Villa Villekulla: Rosemary Works School in London gains a makeover

Working alongside the school directors, teachers and parents, the architects have met the wish for singular new rooms that lend themselves to a variety of uses. Consideration of the building's existing fabric plus implementation of the school's educational concept played a primary role in their approach.
 
Highly individual classrooms and other spaces have come about with the help of differing colours that foster orientation among the children. The architects largely left existing features such as pillars, doors and windows in place, simply livening them up with colour-coded coats of paint. In deliberate contrast to the  bright primary colours, seating areas and shelving were added in untreated wood, thus neutralising the overall appearance of the individual rooms. Despite the sheer variety of hues, none of the interiors seem brash or overpowering but are harmonious in impression. 

The authentic interiors provide the children with zones for seclusion, play and study. The inclusion of historic features, referred to as »borrowing« by the architects, underscores the playful character of the premises and lends them authenticity. It would almost seem as if the architects had adopted a child's outlook in coming up with a concept that is slightly playful and also honest in a way.     
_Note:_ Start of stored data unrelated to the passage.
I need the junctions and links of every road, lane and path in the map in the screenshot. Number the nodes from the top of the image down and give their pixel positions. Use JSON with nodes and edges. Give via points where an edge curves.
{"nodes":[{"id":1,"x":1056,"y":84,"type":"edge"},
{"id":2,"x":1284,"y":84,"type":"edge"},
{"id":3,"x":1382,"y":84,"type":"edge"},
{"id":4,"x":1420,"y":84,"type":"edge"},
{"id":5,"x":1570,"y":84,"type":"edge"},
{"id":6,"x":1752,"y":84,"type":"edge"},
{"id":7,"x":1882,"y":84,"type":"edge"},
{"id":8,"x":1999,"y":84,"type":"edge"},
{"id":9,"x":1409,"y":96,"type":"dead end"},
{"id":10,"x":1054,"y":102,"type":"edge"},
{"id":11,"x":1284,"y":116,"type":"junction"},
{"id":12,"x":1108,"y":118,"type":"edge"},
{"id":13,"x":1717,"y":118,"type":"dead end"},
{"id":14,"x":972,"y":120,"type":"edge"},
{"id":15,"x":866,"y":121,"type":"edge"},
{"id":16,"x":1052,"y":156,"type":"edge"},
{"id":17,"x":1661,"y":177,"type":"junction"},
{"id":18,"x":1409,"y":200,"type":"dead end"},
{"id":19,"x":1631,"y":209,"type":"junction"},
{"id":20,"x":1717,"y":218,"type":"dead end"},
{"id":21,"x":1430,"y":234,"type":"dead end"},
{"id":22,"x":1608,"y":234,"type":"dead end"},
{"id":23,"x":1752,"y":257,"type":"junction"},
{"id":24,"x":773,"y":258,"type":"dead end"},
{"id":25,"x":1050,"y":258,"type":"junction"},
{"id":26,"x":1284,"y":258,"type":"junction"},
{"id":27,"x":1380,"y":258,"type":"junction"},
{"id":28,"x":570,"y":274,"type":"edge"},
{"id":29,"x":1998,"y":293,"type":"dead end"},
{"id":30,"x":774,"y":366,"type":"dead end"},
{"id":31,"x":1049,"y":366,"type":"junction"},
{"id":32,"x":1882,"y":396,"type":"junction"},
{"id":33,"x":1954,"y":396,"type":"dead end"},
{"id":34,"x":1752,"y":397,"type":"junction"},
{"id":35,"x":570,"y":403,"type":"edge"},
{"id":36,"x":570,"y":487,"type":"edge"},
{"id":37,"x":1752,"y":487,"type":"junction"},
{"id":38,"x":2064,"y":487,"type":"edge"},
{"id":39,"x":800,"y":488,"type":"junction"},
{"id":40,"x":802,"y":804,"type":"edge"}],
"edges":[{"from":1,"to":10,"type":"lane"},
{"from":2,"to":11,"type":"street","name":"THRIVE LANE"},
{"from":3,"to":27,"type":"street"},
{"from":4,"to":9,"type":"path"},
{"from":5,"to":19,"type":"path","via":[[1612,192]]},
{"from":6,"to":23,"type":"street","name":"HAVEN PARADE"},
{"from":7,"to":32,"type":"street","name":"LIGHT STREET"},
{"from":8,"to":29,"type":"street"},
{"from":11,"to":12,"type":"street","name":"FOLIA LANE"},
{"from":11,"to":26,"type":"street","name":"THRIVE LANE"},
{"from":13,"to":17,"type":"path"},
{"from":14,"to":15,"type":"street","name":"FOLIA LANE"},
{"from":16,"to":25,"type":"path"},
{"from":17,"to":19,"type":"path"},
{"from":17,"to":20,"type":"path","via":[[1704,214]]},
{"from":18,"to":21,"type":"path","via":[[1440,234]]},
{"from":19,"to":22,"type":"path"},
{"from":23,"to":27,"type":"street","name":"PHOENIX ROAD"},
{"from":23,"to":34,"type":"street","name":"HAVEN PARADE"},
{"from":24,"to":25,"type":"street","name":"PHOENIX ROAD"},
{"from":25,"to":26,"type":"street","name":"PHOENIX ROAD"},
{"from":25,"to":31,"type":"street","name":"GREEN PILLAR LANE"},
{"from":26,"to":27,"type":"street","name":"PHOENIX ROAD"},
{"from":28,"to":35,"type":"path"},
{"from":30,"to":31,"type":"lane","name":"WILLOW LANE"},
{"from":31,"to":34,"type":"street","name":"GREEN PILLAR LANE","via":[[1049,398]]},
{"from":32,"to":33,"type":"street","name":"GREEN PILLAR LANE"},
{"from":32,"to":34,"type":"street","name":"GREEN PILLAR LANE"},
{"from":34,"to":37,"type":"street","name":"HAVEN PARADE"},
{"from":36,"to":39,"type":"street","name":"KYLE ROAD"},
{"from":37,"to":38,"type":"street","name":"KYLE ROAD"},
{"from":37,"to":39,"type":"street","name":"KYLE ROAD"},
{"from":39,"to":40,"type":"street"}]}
The walls are divided into various horizontal sections, with the lower portions being reserved for the little ones and fulfilling various purposes while higher areas are intended for use by the teachers. Small details such as house-like elements mounted on the pillars are too high for the children to reach, and are to encourage interaction between the pupils and the teachers. Arranged with growing children in mind, each room offers interactive elements that provide a wide variety of possibilities for study, discovery and learning. The positive colours have a stimulating and creativity-fostering effect and do not seem at all obtrusive. Many individual elements seem to have an identity of their own, yet add up into a coherent environment.

In balancing the task of designing for children in existing premises, the British architects have come up with unique rooms that offer ingenious details. Even existing elements such as pipework are integrated into the concept, making them a feature of the building's heritage. Aberrant Architecture appears to have used all their senses in designing identity-engendering interiors that provide conducive conditions for children to grow, play and study. Who wouldn't have loved to go to school in premises like these?